Your standing in the Crib of the Cubano Lords.
Either you be a Friend or you be fucked.
Ramirez followed his eyes. He said, “Yeah, yeah. You gonna say we spelled ‘you’re’ wrong.”
“No, I’m gonna say that’s a hell of a poster.”
“You play basketball?” Ramirez asked.
“A little.”
Pellam’s last games had been one-on-one against a man in a wheelchair and Pellam lost six, won two. It was a shame he wasn’t going to have a chance to play with Ismail; he probably could’ve beaten the boy.
“I go down to the Village today, play half-court. Some big moyetos down there. Man, those niggers, they can play … You come with me.”
“Thanks but I’m out of here,” Pellam said.
“For good, you mean?”
Nodding. “Picking up my truck and heading back to the Coast. Need some work. Got some people I owe money to gonna be knocking on my door in about sixty days.”
“You want me to talk to ’em?
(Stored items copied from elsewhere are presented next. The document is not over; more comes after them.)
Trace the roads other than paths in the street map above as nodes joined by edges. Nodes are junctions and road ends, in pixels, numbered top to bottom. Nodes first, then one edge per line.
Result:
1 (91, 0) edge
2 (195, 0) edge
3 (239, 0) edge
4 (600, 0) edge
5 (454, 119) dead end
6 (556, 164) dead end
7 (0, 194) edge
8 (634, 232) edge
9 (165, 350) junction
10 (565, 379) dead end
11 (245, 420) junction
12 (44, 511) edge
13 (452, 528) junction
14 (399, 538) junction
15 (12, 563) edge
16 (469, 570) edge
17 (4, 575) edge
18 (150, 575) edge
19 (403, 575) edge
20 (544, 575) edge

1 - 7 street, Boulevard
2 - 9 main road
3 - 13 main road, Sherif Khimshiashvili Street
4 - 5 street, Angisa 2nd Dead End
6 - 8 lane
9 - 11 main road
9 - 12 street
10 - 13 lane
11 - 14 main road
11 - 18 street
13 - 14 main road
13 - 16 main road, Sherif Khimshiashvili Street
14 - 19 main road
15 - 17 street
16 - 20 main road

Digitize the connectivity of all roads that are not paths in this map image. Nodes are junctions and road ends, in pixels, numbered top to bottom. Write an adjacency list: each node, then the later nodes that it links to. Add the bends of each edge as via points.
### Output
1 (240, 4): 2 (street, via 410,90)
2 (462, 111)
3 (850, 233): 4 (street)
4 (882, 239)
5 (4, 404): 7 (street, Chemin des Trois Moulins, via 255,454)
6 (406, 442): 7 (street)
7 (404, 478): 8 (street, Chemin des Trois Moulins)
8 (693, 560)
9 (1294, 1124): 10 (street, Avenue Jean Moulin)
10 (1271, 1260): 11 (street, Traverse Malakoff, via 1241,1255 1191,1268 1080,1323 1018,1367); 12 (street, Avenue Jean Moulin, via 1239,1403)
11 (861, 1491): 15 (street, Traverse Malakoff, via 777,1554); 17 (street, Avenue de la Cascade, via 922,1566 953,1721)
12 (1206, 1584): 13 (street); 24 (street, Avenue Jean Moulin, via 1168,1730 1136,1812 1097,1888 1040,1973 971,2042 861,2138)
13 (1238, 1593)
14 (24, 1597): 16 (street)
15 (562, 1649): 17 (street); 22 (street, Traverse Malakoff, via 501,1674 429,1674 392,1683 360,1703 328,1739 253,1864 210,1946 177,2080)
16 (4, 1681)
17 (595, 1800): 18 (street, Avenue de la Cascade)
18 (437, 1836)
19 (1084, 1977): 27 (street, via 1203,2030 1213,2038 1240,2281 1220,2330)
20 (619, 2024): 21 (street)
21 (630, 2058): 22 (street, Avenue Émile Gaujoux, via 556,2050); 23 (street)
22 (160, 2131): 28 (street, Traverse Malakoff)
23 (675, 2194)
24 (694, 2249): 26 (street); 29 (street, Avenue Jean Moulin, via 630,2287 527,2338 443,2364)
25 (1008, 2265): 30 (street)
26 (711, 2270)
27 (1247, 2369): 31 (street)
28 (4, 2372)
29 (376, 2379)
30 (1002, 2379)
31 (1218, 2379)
I can-”
Pellam wagged a finger. “Uh-uh.”
Ramirez shrugged, lifted the corner of the linoleum in the kitchen and pulled up a floorboard. He lifted out Pellam’s Colt and tossed it to him. “Man, you crazy, carry that old thing. I’ll get you a nice Taurus. That a sweet piece. You like that. Bam, bam, bam. A man need a fifteen-shot clip nowadays.”
“I don’t have as much of a call for one as you do.”
As he replaced the flooring Ramirez said, “I no watch TV much but I turn on you movie, Pellam, when it come on. When that gonna be?”
“I’ll let you know,” Pellam muttered.
The door pushed open and a young Latino man stepped inside, gazing suspiciously at Pellam. He walked over to Ramirez and whispered in his ear. The man nodded and his young associate left.
Pellam started toward the door. Ramirez said, “Hey, maybe you don’t wanna go so fast. He got some news for you.”
“Who is he?”
“My brother.” He nodded after the young man who’d just left.
“News?”
“Yeah. You wanna know who broke into you apartment?”
“I know who broke in. The pyro. The kid who got burnt up. I figured I must’ve got him on tape when I was shooting the building the day after the fire.”
Ramirez bounced again on his pristine shoes and shook his head. “You wrong man. You dead wrong.”
“Yo, cuz.”
“Hey, Ismail.”
Pellam stood in front of the Youth Outreach Center. The air was hot, dusty, filled with a glaring shaft of sunlight reflected off a nearby building.